Ask me what I do

Hi, I’m Lauren. I’m 32, I’m single, and this is a post about dating. Mostly.

I’ve wanted to write something about my current go-round on the single scene for a while, now, but I’ve been reluctant to commit words to the screen. As a long-time user of twitter dot com, I know the internet hates a woman with a gripe — and even more so, a feminist gripe. But hear me out. I promise to keep it light.

Here’s the tl;dr. If you go on a date with me: I would like you to please ask me what I do.

That’s really it. You don’t even have to focus on my job, necessarily, though it’s one of those newfangled tech gigs that some people might find interesting. I do lots of things! Last year, I mapped all the decent hikes in the Philly area. For my fellow introverts and post-breakup buddies, I maintain a weekly list of local events to get you out of the house. Each Sunday, I post an Instagram story where I break down a new recipe (this week it’s spicy lamb meatballs). Some of my projects have been written about — on Slate, Be Well Philly, the New Scientist…hell, this one time I even got a few lines in the Washington Post.

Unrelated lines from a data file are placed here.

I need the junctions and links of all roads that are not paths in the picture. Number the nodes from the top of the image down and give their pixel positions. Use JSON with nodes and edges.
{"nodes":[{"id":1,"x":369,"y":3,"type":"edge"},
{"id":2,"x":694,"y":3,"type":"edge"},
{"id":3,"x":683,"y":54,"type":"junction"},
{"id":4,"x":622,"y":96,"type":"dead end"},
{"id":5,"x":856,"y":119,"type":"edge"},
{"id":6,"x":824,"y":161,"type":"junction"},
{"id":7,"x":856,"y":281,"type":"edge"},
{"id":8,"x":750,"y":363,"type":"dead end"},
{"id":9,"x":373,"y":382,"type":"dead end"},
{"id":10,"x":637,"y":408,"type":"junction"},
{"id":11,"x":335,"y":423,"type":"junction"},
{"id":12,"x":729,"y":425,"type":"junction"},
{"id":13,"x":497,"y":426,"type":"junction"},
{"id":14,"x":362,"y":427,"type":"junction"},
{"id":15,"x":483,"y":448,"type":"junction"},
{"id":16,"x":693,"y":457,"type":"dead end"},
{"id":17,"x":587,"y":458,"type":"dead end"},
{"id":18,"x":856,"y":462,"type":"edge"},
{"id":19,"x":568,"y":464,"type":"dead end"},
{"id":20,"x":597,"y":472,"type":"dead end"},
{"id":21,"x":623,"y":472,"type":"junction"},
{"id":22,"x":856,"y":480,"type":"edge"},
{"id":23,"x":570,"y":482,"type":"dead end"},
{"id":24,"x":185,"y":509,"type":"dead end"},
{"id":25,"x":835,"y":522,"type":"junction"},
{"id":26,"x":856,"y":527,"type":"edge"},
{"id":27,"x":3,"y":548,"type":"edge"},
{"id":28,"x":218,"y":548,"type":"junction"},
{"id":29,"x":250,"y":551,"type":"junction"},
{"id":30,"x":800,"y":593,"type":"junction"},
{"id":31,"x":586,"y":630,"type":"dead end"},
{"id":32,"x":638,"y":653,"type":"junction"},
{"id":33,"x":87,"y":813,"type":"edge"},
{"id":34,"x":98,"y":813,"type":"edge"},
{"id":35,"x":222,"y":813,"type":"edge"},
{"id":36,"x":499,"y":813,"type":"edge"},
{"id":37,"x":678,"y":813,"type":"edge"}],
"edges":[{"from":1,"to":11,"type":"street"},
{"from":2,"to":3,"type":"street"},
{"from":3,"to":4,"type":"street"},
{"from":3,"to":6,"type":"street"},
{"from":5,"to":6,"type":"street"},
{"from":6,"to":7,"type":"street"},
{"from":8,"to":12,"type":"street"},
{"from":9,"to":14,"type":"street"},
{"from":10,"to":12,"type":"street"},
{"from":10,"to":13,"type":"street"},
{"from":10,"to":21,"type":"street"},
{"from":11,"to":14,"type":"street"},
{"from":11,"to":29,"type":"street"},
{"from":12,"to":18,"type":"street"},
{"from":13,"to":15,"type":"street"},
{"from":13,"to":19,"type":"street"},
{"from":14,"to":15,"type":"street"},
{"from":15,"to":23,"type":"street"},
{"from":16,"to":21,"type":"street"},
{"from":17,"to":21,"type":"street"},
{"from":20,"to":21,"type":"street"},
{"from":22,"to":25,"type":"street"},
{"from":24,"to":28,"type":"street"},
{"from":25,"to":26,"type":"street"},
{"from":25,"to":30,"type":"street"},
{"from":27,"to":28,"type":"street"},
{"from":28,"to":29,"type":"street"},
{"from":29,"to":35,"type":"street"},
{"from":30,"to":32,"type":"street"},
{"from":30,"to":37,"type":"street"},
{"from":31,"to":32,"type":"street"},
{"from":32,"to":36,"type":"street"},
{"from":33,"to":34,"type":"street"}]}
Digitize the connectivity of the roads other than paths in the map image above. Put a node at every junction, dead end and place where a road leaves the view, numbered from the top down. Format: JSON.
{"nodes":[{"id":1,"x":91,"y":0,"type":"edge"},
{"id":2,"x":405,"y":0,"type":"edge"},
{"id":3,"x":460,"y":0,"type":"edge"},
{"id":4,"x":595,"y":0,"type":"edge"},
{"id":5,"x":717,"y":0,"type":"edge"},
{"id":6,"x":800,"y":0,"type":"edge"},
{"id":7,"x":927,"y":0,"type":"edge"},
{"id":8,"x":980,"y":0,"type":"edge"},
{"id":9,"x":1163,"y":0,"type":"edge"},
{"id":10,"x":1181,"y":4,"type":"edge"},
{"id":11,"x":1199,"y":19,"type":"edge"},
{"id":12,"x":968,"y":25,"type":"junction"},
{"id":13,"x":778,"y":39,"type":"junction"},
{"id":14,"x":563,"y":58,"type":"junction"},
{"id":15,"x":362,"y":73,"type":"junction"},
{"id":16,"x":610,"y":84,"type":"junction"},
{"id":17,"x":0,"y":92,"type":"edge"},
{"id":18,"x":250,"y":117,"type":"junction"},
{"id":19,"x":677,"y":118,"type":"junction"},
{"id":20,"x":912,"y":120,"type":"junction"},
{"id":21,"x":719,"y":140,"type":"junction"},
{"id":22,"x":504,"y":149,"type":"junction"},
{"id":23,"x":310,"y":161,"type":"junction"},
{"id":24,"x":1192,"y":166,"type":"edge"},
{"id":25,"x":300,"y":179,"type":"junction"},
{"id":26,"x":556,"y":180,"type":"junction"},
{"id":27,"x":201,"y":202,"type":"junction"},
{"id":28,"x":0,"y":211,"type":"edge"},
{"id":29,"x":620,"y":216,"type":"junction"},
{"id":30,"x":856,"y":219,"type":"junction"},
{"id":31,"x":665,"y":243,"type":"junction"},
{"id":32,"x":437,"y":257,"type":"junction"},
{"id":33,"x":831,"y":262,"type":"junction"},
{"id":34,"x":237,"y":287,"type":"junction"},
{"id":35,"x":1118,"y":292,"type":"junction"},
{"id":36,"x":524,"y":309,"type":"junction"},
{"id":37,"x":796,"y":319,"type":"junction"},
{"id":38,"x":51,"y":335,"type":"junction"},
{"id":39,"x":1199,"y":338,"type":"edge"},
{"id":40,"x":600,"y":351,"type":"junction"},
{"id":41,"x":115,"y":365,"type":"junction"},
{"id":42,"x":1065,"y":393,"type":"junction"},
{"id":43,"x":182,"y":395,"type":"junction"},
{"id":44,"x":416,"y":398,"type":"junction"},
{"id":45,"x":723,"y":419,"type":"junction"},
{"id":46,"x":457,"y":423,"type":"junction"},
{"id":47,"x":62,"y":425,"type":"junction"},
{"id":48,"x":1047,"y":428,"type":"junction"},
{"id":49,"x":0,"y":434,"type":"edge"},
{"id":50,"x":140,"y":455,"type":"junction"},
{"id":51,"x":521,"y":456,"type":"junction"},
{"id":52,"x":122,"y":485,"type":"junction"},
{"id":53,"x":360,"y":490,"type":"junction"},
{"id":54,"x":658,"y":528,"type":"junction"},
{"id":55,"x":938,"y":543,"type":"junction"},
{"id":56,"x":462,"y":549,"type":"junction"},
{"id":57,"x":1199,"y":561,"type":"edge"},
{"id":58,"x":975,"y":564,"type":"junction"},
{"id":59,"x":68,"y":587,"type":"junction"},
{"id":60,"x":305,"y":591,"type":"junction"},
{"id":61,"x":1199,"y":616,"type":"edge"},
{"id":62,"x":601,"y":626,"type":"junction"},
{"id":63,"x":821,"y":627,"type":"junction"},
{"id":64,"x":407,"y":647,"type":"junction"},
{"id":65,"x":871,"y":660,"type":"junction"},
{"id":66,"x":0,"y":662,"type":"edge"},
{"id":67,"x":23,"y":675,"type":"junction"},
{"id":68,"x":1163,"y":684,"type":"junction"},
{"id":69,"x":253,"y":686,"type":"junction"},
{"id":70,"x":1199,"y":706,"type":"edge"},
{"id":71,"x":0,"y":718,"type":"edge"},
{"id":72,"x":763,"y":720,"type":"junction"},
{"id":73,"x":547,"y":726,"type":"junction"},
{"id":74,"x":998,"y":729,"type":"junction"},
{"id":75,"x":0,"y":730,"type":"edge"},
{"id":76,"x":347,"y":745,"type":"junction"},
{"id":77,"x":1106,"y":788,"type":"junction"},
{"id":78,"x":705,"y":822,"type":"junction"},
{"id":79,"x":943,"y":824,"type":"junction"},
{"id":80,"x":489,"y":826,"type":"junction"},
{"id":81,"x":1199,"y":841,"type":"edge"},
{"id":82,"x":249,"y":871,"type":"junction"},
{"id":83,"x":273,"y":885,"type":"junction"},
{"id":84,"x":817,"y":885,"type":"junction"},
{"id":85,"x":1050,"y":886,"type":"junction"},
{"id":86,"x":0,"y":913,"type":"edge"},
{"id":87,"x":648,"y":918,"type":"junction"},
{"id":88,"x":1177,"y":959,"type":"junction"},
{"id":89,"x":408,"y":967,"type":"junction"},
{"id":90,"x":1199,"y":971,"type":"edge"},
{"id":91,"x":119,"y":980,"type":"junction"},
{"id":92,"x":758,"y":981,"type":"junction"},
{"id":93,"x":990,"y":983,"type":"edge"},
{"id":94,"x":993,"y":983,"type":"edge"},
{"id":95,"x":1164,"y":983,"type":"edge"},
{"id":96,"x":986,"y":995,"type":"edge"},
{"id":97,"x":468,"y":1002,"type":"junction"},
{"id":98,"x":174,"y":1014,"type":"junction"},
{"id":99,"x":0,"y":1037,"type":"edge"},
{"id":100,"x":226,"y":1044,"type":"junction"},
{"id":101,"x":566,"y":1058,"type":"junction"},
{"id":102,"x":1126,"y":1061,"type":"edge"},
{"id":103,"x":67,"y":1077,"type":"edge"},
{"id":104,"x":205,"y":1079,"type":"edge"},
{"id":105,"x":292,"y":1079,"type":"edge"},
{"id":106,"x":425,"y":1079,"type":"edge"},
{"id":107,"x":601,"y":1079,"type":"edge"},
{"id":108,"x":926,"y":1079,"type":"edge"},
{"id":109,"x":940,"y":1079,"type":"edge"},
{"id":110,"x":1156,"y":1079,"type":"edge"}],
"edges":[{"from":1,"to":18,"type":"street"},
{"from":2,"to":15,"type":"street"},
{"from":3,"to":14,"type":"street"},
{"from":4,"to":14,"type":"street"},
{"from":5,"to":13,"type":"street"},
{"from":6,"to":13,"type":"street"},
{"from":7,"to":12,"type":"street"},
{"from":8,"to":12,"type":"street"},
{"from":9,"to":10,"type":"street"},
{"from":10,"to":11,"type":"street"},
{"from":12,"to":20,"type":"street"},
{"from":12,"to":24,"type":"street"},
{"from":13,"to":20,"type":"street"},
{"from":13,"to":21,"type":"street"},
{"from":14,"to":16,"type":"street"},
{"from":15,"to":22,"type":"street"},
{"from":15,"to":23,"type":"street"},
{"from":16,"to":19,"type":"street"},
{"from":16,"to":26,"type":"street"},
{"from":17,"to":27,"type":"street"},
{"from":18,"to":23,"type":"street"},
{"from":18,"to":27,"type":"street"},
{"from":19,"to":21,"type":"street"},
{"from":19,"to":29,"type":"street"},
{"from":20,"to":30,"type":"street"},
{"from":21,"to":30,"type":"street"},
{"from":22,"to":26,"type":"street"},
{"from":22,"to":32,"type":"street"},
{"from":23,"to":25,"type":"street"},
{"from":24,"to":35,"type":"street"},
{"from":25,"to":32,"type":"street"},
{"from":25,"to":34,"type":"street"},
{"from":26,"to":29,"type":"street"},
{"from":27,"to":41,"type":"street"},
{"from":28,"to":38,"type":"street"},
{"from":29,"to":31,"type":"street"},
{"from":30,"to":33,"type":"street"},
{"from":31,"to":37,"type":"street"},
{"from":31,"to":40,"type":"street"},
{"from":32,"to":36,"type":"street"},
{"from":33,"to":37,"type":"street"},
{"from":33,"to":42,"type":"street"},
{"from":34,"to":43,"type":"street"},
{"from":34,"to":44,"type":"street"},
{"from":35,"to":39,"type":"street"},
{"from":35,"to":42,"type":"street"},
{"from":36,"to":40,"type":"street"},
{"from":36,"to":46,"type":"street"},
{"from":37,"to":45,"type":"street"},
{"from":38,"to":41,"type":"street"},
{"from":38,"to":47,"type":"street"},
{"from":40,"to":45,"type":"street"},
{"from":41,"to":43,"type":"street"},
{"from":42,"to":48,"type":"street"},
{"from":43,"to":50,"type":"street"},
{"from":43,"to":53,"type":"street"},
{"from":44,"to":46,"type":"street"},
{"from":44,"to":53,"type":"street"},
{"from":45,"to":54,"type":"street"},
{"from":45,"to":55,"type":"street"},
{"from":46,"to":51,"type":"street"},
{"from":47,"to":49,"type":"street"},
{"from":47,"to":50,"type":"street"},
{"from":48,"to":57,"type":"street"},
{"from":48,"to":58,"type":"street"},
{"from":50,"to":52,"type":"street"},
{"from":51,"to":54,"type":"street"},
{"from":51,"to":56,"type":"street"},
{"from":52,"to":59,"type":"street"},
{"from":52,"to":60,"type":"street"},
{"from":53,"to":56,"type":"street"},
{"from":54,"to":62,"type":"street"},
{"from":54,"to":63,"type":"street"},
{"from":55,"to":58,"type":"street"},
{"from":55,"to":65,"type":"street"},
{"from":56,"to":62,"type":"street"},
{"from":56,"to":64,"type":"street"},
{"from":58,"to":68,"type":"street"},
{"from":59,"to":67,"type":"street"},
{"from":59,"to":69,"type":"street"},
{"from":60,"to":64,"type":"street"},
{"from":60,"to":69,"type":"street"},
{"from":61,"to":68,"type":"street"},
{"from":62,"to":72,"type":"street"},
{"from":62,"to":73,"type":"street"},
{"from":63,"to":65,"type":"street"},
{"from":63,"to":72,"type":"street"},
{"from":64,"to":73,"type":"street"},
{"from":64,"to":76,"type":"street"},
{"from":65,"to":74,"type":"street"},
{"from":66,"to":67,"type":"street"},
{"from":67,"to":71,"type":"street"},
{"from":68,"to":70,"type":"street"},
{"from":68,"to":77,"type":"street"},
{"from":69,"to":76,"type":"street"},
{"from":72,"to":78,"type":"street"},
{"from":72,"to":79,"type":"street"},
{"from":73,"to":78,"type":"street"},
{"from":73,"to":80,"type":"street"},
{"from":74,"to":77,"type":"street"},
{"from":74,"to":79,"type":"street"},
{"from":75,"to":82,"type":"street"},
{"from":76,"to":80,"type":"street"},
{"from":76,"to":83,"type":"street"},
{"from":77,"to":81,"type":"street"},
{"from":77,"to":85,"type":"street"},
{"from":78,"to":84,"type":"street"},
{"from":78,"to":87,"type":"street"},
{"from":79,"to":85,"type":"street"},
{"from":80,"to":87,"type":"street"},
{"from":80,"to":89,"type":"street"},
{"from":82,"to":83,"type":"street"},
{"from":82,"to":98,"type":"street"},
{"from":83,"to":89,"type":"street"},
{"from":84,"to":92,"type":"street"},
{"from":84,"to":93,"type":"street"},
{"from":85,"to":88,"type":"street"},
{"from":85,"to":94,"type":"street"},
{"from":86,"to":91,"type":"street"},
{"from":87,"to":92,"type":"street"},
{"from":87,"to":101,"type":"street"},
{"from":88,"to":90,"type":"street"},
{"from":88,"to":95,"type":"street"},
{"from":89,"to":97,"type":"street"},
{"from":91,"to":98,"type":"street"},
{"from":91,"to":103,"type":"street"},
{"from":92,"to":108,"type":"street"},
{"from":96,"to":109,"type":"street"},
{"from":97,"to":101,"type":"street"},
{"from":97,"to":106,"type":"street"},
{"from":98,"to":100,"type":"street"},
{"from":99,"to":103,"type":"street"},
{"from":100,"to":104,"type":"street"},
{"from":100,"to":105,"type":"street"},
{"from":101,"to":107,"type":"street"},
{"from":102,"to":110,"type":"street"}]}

Oh, and I’ve been fixing up an old rowhouse that I bought in 2008. Back then, I was a newly-minted adult who had a couple of power tools and a nagging paranoia that this thing I’d allowed to consume my life savings might randomly go up in smoke due to [insert home ownership pitfall here — improper drier lint management?]. But it didn’t. These days the house looks really nice, actually.

If I’m recapping my entire life’s resumé right now, I’m sorry. It feels a little icky to me, too.

But here’s the thing: I’m proud I did all those things. And I want a partner who’s proud of me, too. I want what most of today’s young people claim to want (recent reports to the contrary be damned): an equal, mutually supportive relationship, where each person values and encourages the other’s ambitions.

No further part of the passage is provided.